Another provision of the bill would prevent activities like “Democracy in the Park.”
Senate Bill 206 would change the law that allows voters to have absentee ballots automatically sent to them by labeling themselves as indefinitely confined because of age or disability. Under the bill, thousands of people who designated themselves as confined last year would no longer have that status and would have to file new paperwork to automatically receive ballots.
Those under 65 would face more requirements to qualify as confined and anyone who falsely claimed the status could be charged with a crime.
Senate Bill 209 would allow each community to have one ballot drop box, which would have to be attached to the building where the municipal clerk’s office is located.
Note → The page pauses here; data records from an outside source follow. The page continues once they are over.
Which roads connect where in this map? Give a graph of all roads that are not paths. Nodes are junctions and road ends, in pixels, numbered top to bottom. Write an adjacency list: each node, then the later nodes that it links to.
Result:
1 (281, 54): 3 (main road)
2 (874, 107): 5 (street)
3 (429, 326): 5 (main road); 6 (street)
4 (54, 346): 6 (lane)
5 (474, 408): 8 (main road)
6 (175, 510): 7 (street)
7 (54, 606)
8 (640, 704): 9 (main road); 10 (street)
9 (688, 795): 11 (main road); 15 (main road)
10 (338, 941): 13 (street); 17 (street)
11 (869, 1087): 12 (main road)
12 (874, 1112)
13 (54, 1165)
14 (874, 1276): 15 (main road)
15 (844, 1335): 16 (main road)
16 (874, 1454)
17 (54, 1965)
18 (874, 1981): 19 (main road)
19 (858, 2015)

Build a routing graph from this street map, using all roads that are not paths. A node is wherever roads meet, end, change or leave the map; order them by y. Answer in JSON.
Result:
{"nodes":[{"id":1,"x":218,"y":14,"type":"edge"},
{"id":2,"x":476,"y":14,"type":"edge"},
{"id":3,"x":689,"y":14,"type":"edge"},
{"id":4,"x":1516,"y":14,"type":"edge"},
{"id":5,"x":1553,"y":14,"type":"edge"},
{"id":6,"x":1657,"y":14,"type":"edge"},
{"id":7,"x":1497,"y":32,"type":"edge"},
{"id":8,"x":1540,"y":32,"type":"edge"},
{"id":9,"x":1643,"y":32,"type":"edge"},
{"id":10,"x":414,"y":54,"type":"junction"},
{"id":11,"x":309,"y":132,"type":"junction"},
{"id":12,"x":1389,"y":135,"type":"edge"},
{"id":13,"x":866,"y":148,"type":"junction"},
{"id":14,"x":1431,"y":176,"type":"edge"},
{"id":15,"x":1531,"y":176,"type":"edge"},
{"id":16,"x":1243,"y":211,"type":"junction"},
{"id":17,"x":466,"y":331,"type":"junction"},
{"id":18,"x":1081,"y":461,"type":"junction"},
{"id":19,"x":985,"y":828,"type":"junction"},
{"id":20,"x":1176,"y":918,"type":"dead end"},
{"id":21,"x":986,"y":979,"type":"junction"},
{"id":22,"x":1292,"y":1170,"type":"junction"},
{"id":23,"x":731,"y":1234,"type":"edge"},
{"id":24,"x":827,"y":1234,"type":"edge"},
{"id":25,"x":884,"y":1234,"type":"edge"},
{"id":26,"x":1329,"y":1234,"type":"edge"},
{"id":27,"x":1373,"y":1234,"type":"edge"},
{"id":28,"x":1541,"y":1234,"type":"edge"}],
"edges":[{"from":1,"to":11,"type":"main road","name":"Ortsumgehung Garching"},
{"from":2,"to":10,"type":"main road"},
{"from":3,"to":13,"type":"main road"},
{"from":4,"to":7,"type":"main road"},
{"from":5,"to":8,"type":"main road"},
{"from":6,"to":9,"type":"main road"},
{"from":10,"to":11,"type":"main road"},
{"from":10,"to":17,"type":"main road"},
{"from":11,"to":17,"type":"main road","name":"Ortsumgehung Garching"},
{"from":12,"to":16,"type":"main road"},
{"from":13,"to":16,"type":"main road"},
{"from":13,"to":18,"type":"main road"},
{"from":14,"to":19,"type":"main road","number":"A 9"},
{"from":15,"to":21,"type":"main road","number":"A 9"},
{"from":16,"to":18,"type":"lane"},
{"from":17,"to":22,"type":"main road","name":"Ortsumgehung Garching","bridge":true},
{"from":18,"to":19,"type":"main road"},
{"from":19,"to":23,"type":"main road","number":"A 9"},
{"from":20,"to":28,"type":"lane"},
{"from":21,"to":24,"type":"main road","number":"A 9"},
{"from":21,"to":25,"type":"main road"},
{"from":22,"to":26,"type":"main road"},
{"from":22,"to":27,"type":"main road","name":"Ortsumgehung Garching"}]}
Current law doesn’t mention drop boxes, and some have questioned whether they’re legal. Republicans say the bill would ensure drop boxes can be used, while opponents say it would make them less accessible.
The measure would result in far fewer drop boxes in some places. Milwaukee has drop boxes in many of its libraries and Madison has them in fire stations.
Fixing ballot errors
Senate Bill 212 would bar election officials from filling in the witness addresses on absentee ballot envelopes.
The bipartisan state Elections Commission for more than four years has told clerks they could fill in that information if they have reliable information about the address of a witness. State law doesn’t allow absentee ballots to be counted if they are missing witness addresses.
The bill would require absentee ballots with missing information to be returned to voters for them to correct. That would likely result in some ballots not getting cast, especially if they were sent to clerks close to Election Day.